→ Exercise material:

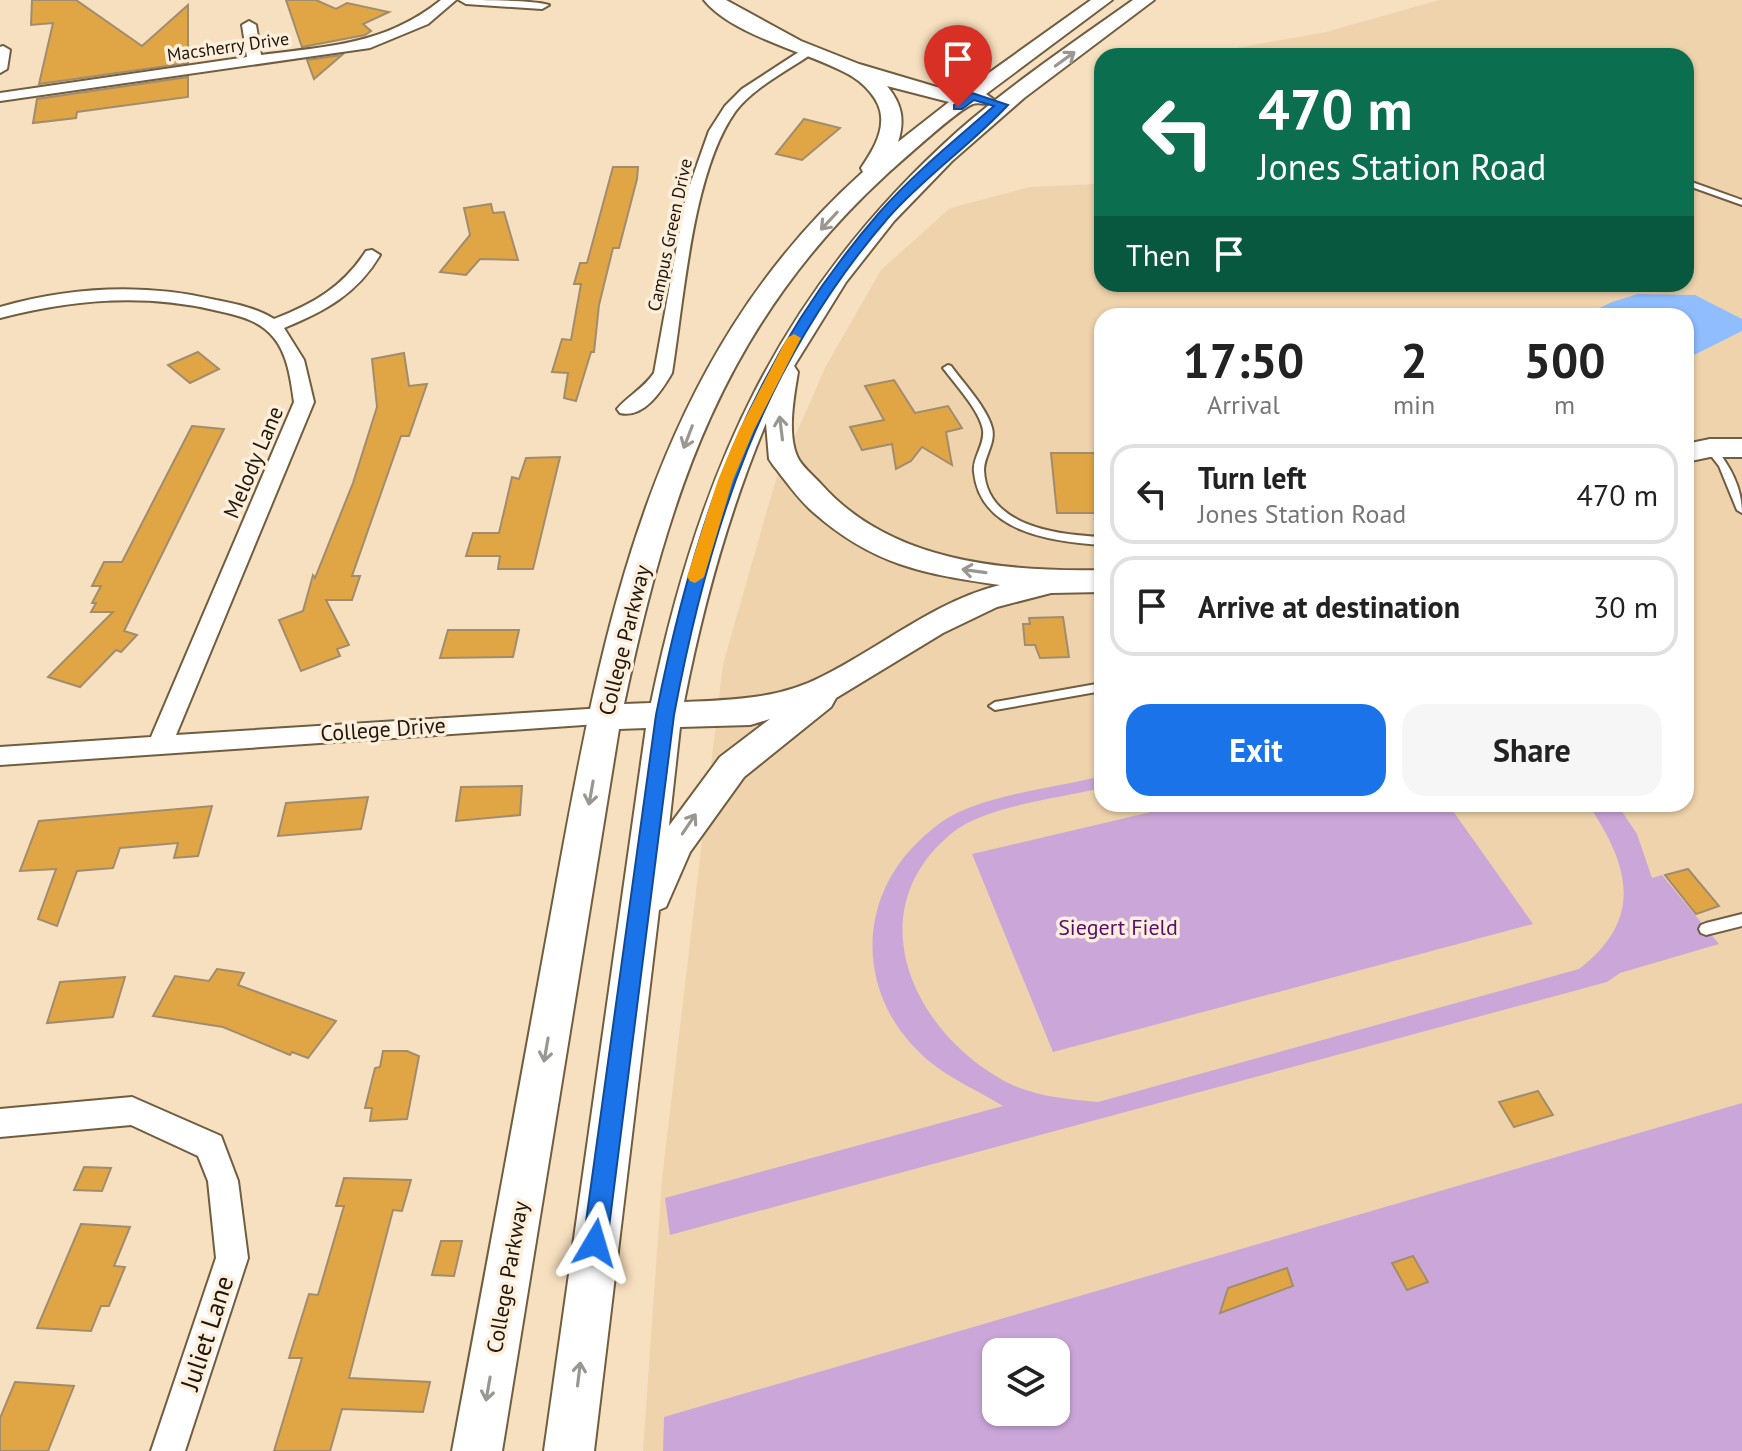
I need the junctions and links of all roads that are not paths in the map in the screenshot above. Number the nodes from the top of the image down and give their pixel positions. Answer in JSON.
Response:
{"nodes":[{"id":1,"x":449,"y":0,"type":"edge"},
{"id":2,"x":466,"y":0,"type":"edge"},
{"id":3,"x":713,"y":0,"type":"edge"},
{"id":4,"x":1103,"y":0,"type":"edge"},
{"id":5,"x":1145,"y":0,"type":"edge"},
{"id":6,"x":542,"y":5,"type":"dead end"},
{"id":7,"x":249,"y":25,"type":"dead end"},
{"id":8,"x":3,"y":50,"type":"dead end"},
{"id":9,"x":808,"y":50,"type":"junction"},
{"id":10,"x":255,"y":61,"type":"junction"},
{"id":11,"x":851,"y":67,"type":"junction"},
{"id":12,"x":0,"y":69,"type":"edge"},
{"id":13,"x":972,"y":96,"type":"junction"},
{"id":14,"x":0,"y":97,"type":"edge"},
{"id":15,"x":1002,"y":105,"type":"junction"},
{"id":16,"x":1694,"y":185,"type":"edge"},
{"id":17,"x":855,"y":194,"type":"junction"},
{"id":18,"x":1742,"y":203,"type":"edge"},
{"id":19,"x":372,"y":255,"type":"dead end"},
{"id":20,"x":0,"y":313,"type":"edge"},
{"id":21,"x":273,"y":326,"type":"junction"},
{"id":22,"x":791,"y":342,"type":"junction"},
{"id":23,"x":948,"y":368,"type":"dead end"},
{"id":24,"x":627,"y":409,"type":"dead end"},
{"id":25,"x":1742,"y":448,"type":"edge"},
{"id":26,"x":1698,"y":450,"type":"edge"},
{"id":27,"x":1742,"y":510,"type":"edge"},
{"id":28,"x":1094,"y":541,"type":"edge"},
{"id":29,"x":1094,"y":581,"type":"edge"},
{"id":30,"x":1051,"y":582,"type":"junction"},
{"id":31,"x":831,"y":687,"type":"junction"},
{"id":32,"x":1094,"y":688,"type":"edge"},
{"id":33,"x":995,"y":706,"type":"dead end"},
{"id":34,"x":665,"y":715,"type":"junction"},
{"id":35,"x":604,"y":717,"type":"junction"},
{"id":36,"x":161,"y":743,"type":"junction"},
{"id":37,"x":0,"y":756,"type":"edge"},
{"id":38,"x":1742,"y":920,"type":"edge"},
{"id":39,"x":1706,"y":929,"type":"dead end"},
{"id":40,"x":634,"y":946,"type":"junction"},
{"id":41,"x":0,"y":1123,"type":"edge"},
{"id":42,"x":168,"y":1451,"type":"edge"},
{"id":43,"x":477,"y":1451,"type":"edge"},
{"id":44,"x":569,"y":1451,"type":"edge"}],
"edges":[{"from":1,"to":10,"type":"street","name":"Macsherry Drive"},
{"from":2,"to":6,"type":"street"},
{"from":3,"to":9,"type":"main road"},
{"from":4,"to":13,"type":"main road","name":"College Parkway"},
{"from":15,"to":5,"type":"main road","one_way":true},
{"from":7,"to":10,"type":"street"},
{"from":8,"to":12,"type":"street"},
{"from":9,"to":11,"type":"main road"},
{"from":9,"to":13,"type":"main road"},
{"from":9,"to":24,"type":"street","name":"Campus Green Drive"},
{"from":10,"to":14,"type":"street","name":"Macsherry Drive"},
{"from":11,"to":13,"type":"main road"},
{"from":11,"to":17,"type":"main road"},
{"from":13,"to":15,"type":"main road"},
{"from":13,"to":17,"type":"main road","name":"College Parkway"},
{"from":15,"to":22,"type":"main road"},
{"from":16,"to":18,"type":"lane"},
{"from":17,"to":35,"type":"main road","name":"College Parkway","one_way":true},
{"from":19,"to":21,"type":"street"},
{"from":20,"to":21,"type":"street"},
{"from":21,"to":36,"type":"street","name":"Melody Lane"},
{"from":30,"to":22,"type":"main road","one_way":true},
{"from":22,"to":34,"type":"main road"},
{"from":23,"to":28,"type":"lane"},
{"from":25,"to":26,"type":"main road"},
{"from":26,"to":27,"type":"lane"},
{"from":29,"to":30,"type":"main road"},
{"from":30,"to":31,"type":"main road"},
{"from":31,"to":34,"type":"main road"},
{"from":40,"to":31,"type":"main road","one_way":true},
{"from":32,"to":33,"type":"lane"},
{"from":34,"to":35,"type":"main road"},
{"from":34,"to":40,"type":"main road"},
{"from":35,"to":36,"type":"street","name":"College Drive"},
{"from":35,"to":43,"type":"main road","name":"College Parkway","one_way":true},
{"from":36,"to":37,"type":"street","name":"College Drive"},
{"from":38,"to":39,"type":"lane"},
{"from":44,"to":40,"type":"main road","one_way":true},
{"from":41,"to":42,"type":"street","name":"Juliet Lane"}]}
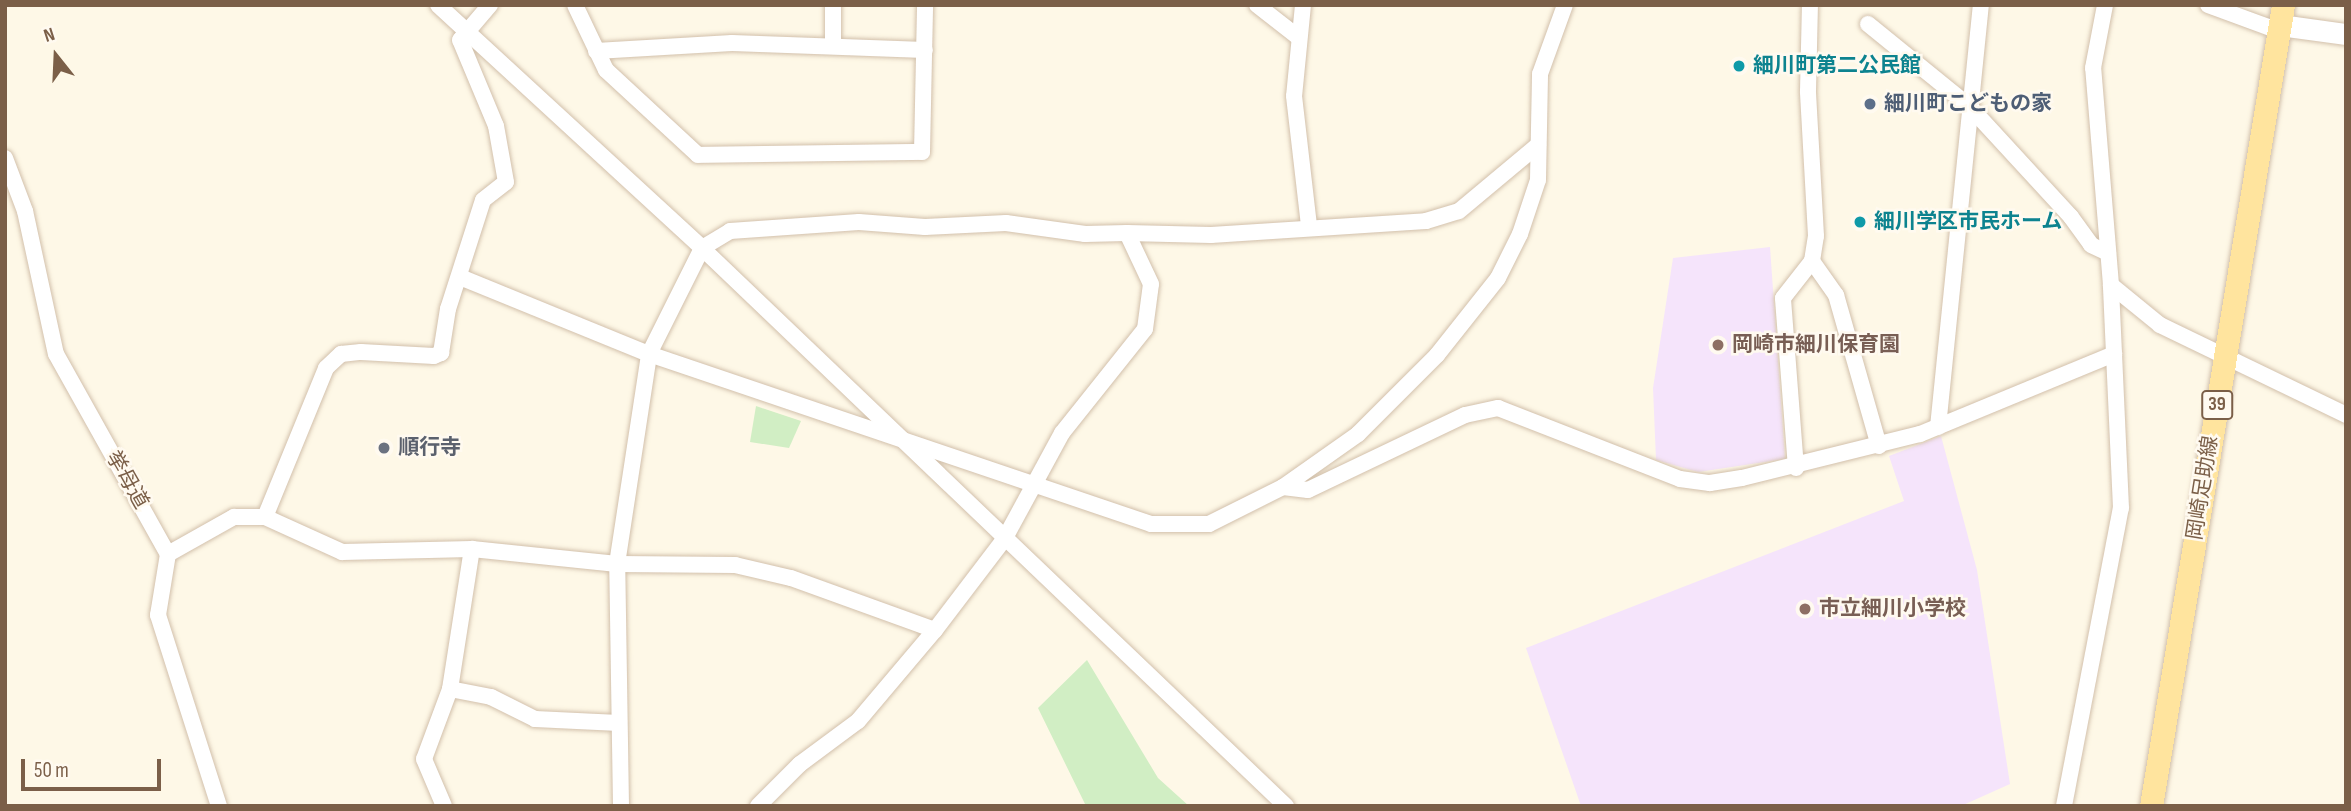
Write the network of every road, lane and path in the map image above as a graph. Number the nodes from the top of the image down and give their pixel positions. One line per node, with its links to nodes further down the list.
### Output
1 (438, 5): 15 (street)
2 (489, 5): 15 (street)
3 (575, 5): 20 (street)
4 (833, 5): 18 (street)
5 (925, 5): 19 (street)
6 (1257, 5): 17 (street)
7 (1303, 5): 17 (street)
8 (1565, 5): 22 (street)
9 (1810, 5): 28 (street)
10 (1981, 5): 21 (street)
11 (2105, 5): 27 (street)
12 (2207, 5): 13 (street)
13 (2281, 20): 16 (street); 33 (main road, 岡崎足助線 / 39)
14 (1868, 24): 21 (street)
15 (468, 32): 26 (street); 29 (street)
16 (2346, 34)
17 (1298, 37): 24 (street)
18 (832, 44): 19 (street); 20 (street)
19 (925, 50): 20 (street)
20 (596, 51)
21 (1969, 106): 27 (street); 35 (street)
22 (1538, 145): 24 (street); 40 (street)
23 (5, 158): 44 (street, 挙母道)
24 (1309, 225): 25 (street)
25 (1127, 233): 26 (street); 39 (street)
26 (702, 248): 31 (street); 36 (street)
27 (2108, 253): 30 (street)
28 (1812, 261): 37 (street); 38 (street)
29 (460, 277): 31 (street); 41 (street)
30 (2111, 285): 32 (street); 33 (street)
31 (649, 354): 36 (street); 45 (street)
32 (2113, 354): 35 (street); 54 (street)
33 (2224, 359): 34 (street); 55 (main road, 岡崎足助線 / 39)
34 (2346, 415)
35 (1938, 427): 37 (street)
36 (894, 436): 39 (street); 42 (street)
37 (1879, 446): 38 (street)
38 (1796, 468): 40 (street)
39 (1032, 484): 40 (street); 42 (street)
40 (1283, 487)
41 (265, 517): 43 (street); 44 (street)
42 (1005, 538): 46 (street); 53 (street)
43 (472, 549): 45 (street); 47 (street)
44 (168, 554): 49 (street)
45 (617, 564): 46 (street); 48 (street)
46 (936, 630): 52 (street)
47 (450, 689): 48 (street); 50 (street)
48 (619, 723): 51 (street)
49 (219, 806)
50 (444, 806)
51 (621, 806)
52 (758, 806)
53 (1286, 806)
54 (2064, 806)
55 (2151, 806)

→ Problem description: Reading through the records above, report each line in which the string "pixel" is found.

→ Output below:
I need the junctions and links of all roads that are not paths in the map in the screenshot above. Number the nodes from the top of the image down and give their pixel positions. Answer in JSON.
Write the network of every road, lane and path in the map image above as a graph. Number the nodes from the top of the image down and give their pixel positions. One line per node, with its links to nodes further down the list.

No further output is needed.